» Problem to solve
The answer must consist of every line in the records that contains the word "Pietro".
[[ Raw data open ]]
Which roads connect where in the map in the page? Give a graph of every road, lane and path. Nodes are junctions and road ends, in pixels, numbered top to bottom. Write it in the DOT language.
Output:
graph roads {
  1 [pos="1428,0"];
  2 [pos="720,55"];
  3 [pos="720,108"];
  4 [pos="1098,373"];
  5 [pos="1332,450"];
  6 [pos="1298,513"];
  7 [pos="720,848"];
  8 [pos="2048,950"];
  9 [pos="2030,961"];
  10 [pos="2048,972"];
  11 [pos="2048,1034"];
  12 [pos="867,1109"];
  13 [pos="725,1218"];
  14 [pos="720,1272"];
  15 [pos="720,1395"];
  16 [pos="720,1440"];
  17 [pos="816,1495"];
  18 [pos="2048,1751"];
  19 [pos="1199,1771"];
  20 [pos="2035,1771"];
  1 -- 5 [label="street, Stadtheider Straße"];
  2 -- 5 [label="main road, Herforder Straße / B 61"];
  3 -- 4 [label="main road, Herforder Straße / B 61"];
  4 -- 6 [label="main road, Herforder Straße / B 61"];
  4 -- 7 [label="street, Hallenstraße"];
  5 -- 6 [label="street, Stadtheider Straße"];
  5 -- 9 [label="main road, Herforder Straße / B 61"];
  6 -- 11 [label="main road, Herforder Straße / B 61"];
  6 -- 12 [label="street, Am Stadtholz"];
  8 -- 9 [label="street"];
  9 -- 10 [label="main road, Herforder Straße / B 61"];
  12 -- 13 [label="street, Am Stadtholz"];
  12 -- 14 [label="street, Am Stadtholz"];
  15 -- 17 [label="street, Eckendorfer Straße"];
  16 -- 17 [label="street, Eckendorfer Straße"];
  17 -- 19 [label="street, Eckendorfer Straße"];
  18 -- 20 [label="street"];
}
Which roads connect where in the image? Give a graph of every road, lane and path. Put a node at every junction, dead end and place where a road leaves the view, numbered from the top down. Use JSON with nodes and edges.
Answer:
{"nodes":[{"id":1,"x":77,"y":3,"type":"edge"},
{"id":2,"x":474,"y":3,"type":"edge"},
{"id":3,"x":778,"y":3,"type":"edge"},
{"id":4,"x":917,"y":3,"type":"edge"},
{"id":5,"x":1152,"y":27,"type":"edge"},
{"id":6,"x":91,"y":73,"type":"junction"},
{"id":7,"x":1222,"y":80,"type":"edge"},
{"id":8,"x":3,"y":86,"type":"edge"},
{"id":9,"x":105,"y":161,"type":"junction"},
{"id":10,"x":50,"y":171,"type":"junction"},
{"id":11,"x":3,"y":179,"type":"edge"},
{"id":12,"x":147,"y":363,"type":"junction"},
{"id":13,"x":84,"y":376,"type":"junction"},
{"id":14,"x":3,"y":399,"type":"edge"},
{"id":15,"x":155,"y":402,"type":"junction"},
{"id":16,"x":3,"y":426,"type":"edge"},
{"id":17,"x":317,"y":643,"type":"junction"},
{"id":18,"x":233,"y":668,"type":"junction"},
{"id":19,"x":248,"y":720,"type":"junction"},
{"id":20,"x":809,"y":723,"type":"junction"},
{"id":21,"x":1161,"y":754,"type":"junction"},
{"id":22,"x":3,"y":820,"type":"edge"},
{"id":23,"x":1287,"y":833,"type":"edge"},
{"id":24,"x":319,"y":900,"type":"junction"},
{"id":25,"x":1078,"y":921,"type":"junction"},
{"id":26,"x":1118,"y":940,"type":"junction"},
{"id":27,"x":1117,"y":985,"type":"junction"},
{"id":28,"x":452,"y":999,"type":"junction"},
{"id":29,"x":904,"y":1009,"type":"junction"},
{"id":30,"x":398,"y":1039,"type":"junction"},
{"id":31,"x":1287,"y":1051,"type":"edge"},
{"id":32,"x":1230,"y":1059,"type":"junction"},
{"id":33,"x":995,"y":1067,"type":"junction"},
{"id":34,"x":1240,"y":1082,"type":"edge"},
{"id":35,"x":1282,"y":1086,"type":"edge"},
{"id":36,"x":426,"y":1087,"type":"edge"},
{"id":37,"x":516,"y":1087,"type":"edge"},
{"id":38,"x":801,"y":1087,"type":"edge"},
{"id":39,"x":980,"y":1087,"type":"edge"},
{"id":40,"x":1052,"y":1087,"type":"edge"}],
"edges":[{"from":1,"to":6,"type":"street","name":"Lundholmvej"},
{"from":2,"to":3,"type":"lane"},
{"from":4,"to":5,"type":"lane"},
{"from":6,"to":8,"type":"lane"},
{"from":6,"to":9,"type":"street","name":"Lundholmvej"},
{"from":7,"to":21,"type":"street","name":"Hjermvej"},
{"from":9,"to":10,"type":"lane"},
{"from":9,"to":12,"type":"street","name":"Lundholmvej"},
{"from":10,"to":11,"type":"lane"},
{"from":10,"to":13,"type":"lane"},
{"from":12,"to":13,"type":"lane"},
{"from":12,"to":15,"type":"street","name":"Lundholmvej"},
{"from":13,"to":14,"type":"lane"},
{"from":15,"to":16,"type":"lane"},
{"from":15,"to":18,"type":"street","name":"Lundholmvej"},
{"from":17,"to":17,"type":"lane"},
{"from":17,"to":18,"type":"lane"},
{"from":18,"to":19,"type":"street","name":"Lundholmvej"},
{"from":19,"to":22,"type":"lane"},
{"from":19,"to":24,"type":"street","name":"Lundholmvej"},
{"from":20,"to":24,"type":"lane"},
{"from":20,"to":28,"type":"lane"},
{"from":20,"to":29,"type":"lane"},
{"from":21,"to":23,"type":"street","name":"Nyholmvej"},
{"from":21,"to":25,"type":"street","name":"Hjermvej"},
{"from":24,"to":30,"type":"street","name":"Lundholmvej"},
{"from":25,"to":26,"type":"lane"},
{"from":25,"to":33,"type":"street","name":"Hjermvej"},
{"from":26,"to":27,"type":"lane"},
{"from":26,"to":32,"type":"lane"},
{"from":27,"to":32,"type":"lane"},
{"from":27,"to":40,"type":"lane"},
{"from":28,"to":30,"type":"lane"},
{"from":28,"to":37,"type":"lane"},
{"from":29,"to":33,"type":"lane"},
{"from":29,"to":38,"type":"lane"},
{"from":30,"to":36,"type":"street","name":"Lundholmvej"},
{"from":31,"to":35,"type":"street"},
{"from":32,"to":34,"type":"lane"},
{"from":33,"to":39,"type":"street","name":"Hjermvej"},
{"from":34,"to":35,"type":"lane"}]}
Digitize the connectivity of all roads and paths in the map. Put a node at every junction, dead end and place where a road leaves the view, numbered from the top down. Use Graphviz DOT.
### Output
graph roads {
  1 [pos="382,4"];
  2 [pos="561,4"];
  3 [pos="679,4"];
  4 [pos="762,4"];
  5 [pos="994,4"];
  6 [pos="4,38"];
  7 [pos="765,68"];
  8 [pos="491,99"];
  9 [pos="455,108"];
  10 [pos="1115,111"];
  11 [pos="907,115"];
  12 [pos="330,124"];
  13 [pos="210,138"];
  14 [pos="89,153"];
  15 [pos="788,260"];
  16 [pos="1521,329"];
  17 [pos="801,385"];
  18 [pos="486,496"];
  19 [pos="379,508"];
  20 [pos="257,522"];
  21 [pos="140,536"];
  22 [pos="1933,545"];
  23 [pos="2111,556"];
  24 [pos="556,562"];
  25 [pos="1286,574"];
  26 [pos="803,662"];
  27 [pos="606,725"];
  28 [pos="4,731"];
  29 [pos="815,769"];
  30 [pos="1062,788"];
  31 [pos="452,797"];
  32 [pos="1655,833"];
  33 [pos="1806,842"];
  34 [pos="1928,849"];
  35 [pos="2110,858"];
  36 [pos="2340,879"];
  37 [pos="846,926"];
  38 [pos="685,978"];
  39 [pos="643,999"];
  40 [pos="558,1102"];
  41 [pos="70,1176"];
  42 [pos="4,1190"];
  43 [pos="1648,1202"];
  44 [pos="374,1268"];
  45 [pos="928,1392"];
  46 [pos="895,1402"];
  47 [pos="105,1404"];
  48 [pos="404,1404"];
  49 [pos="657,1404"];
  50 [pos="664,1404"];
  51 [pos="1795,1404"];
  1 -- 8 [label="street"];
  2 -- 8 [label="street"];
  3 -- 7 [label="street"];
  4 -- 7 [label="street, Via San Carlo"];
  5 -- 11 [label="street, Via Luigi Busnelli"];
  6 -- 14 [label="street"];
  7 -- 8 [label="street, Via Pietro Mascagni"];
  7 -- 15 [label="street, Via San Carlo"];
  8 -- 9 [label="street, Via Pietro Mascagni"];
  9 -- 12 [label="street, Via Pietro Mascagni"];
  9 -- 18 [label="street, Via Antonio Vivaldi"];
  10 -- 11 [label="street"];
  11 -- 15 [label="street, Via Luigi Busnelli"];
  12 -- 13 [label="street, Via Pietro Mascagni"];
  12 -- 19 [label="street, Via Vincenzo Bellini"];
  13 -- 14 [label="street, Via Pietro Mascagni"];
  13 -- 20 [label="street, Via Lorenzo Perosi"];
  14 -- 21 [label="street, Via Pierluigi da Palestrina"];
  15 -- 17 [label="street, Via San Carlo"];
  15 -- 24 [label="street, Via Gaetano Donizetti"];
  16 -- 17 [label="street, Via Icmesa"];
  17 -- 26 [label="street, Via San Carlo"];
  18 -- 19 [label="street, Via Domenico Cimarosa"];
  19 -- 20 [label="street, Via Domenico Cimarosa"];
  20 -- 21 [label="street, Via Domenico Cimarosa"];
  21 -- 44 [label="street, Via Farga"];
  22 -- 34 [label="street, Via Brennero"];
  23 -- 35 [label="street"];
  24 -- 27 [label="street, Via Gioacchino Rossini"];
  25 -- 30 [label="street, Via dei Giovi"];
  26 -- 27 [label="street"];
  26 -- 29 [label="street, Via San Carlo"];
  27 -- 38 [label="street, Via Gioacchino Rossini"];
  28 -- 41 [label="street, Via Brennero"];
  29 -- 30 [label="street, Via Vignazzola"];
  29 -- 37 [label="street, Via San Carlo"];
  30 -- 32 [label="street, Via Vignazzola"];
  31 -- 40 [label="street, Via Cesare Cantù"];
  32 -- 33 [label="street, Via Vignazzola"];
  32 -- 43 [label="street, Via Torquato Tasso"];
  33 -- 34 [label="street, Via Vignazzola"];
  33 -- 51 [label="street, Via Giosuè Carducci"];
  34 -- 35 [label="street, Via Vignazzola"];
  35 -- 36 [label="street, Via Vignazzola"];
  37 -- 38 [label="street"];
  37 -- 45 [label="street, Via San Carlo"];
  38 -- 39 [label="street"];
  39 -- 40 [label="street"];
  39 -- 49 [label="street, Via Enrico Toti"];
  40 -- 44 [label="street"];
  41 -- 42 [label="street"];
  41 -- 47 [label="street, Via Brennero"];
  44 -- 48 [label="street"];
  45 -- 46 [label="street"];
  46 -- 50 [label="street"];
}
[[ Raw data closed ]]
» Exercise output
  7 -- 8 [label="street, Via Pietro Mascagni"];
  8 -- 9 [label="street, Via Pietro Mascagni"];
  9 -- 12 [label="street, Via Pietro Mascagni"];
  12 -- 13 [label="street, Via Pietro Mascagni"];
  13 -- 14 [label="street, Via Pietro Mascagni"];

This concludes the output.